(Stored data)
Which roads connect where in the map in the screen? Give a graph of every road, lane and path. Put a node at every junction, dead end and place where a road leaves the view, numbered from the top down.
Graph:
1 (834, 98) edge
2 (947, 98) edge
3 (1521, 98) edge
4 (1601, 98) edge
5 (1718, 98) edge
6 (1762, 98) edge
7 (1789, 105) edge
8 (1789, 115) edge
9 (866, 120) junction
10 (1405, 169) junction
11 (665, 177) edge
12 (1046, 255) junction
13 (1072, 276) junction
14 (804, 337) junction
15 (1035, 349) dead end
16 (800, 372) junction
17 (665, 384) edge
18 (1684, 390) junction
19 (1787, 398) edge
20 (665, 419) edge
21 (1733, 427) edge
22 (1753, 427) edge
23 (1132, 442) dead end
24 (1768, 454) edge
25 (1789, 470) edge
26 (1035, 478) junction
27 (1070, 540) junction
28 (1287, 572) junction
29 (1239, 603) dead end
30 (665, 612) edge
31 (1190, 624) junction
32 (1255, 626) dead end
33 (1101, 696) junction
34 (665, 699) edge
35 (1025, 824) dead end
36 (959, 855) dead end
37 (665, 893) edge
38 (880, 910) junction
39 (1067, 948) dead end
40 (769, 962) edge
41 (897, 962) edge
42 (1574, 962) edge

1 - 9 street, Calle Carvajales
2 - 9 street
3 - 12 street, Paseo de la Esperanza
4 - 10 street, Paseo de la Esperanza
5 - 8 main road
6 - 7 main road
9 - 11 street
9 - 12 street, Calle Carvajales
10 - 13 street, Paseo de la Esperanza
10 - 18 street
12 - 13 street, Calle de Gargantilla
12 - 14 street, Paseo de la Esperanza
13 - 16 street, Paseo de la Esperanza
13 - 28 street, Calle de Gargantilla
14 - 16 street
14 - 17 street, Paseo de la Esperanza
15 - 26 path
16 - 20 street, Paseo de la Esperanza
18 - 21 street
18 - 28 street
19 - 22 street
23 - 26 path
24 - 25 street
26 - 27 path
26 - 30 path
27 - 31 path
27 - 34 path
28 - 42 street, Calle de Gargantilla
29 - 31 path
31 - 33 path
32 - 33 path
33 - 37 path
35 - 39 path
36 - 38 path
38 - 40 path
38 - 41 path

**Instructions for the task:**
Retype the records above in full, matching each line exactly.

**Answer box:**
Which roads connect where in the map in the screen? Give a graph of every road, lane and path. Put a node at every junction, dead end and place where a road leaves the view, numbered from the top down.
Graph:
1 (834, 98) edge
2 (947, 98) edge
3 (1521, 98) edge
4 (1601, 98) edge
5 (1718, 98) edge
6 (1762, 98) edge
7 (1789, 105) edge
8 (1789, 115) edge
9 (866, 120) junction
10 (1405, 169) junction
11 (665, 177) edge
12 (1046, 255) junction
13 (1072, 276) junction
14 (804, 337) junction
15 (1035, 349) dead end
16 (800, 372) junction
17 (665, 384) edge
18 (1684, 390) junction
19 (1787, 398) edge
20 (665, 419) edge
21 (1733, 427) edge
22 (1753, 427) edge
23 (1132, 442) dead end
24 (1768, 454) edge
25 (1789, 470) edge
26 (1035, 478) junction
27 (1070, 540) junction
28 (1287, 572) junction
29 (1239, 603) dead end
30 (665, 612) edge
31 (1190, 624) junction
32 (1255, 626) dead end
33 (1101, 696) junction
34 (665, 699) edge
35 (1025, 824) dead end
36 (959, 855) dead end
37 (665, 893) edge
38 (880, 910) junction
39 (1067, 948) dead end
40 (769, 962) edge
41 (897, 962) edge
42 (1574, 962) edge

1 - 9 street, Calle Carvajales
2 - 9 street
3 - 12 street, Paseo de la Esperanza
4 - 10 street, Paseo de la Esperanza
5 - 8 main road
6 - 7 main road
9 - 11 street
9 - 12 street, Calle Carvajales
10 - 13 street, Paseo de la Esperanza
10 - 18 street
12 - 13 street, Calle de Gargantilla
12 - 14 street, Paseo de la Esperanza
13 - 16 street, Paseo de la Esperanza
13 - 28 street, Calle de Gargantilla
14 - 16 street
14 - 17 street, Paseo de la Esperanza
15 - 26 path
16 - 20 street, Paseo de la Esperanza
18 - 21 street
18 - 28 street
19 - 22 street
23 - 26 path
24 - 25 street
26 - 27 path
26 - 30 path
27 - 31 path
27 - 34 path
28 - 42 street, Calle de Gargantilla
29 - 31 path
31 - 33 path
32 - 33 path
33 - 37 path
35 - 39 path
36 - 38 path
38 - 40 path
38 - 41 path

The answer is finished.